Anehnya, sementara para siswa akademi memandang rendah Lu Chang, para pekerja—seperti wanita di ruang makan, juru masak dapur, dan tukang kebun—semuanya menyukainya.


“Kamu duduk dulu, aku akan pinjam kursi lain,” kata Lu Chang sambil berjalan ke ruangan berikutnya.


Saat dia kembali sambil membawa kursi, Ming Shu sudah berdiri di meja, membuka salah satu toples yang dikirim Nyonya Zeng, dan mengeluarkan beberapa ikan kering. Melihat Lu Chang kembali, dia mendengus pelan.
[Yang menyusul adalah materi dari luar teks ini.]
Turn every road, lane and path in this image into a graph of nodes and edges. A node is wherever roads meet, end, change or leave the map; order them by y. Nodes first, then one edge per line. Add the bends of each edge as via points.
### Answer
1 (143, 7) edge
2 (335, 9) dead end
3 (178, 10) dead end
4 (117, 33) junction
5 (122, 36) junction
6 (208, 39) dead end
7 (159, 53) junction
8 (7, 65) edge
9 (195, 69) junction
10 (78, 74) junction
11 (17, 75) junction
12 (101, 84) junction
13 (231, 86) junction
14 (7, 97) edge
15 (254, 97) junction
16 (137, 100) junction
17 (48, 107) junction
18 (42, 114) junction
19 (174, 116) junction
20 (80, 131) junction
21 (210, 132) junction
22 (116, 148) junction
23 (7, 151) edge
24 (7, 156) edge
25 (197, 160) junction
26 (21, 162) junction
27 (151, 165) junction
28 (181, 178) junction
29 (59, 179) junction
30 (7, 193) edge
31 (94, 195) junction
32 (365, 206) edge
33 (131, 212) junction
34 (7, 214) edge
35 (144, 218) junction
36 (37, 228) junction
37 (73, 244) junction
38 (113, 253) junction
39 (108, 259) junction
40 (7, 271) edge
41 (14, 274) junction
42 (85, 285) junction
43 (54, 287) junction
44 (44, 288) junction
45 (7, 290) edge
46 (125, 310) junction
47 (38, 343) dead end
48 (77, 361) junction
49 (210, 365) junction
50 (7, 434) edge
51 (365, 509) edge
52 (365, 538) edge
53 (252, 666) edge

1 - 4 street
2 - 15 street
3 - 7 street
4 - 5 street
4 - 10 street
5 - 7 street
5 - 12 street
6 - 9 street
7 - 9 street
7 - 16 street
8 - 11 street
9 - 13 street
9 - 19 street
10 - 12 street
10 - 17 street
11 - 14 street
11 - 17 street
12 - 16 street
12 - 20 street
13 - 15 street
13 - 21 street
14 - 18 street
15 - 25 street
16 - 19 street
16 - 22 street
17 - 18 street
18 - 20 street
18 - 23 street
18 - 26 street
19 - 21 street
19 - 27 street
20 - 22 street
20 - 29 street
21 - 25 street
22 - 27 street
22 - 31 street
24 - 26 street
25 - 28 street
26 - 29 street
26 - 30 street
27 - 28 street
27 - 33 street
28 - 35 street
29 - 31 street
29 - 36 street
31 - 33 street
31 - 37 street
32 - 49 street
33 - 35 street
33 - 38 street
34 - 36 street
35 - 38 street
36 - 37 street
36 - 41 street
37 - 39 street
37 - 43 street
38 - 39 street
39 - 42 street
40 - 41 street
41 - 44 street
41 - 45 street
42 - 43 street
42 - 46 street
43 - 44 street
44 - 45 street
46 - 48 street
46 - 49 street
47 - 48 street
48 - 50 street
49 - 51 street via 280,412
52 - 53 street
Kemarahannya belum sepenuhnya mereda.


Lu Chang meletakkan dua kursi berdampingan dan menariknya untuk duduk, menghadap piring berisi makanan. Ming Shu, yang kelaparan, mulai makan dengan cepat. Lu Chang tidak makan sendiri tetapi terus menambahkan makanan ke mangkuknya. Ketika amarahnya tampak telah mereda, dia tiba-tiba berkata, "Ming Shu, jangan katakan hal-hal seperti itu."


Sebagai kakak laki-lakinya, dia berhak marah dengan kata-kata cerobohnya. Namun, kemarahan yang tak dapat dijelaskan yang dirasakannya tampaknya berasal dari sesuatu yang berada di luar sudut pandang seorang kakak. Dia tidak dapat menjelaskan alasannya, tetapi tatapan Ming Shu saat itu dan kata-kata itu telah menusuknya seperti anak panah ke jantungnya.


"Kalau begitu, kau tidak bisa mengabaikanku," kata Ming Shu, pipinya sedikit menggembung. Dia tidak terlalu memikirkannya, berasumsi bahwa kakaknya hanya marah dengan kata-katanya yang tidak bijaksana.


Lu Chang menjawab dengan lembut, "Mm," sambil memperhatikannya makan. Meskipun dia makan dengan cepat, kebiasaan lamanya yang sopan tetap ada, membuat makannya tampak menawan daripada tidak sedap dipandang.


Kemarahannya(JMS) hampir mereda, dan dia(JMS) memerintahkannya, “Aku tidak mau daging, hanya tahu. Tahu di sini lezat.” Lu Chang mengangkat seluruh piring, memindahkan semua tahu ke mangkuknya(JMS) hingga dia berkata, “Cukup, cukup.” Dia(JMS) tersenyum cerah dan mengambil beberapa rebung dan daging babi dengan sumpitnya, lalu menawarkannya kepadanya(LC). “Kakak, cobalah ini. Koki di sini sangat terampil.”


Biasanya, Lu Chang akan menganggap ini tidak pantas dan bersikeras agar wanita itu menaruh makanan di mangkuknya. Namun hari ini, entah mengapa, dia perlahan membuka mulutnya, menerima makanan yang ditawarkan wanita itu sambil menatap matanya.


Ming Shu terkejut. Apa yang merasuki kakaknya hari ini? Terakhir kali dia mencoba memberinya anggur, kakaknya telah menceramahinya panjang lebar tentang kesopanan.


Lu Chang segera menundukkan kepalanya, mengambil sumpitnya untuk makan, tidak lagi menatapnya.


Sepanjang makan, ketegangan di antara kedua bersaudara itu telah menghilang.


Ming Shu menyeruput teh buah merah yang telah disiapkan Lu Chang, sambil memperhatikannya membersihkan meja. Dia bercanda, “Kakak, kamu dan Ibu memanjakanku. Kamu tidak akan membiarkanku mengerjakan tugas apa pun.”


“Apakah itu masalah?” Lu Chang membersihkan piring-piring dengan cekatan, mengelap meja, dan kembali duduk. Alih-alih terburu-buru mengembalikan piring-piring, dia mengangkat sebelah alisnya dan bertanya, “Apakah semuanya baik-baik saja di rumah?”


“Tidak apa-apa, hanya sedikit membosankan. Ibu mengerjakan sulaman dan mengurus rumah tangga. Cukup melelahkan, dan aku tidak bisa banyak membantu. Kalian berdua terlalu memanjakanku; itu tidak baik.”


“Kamu mengeluh karena dimanja? Atau ada hal lain yang tidak kamu katakan? Hm?”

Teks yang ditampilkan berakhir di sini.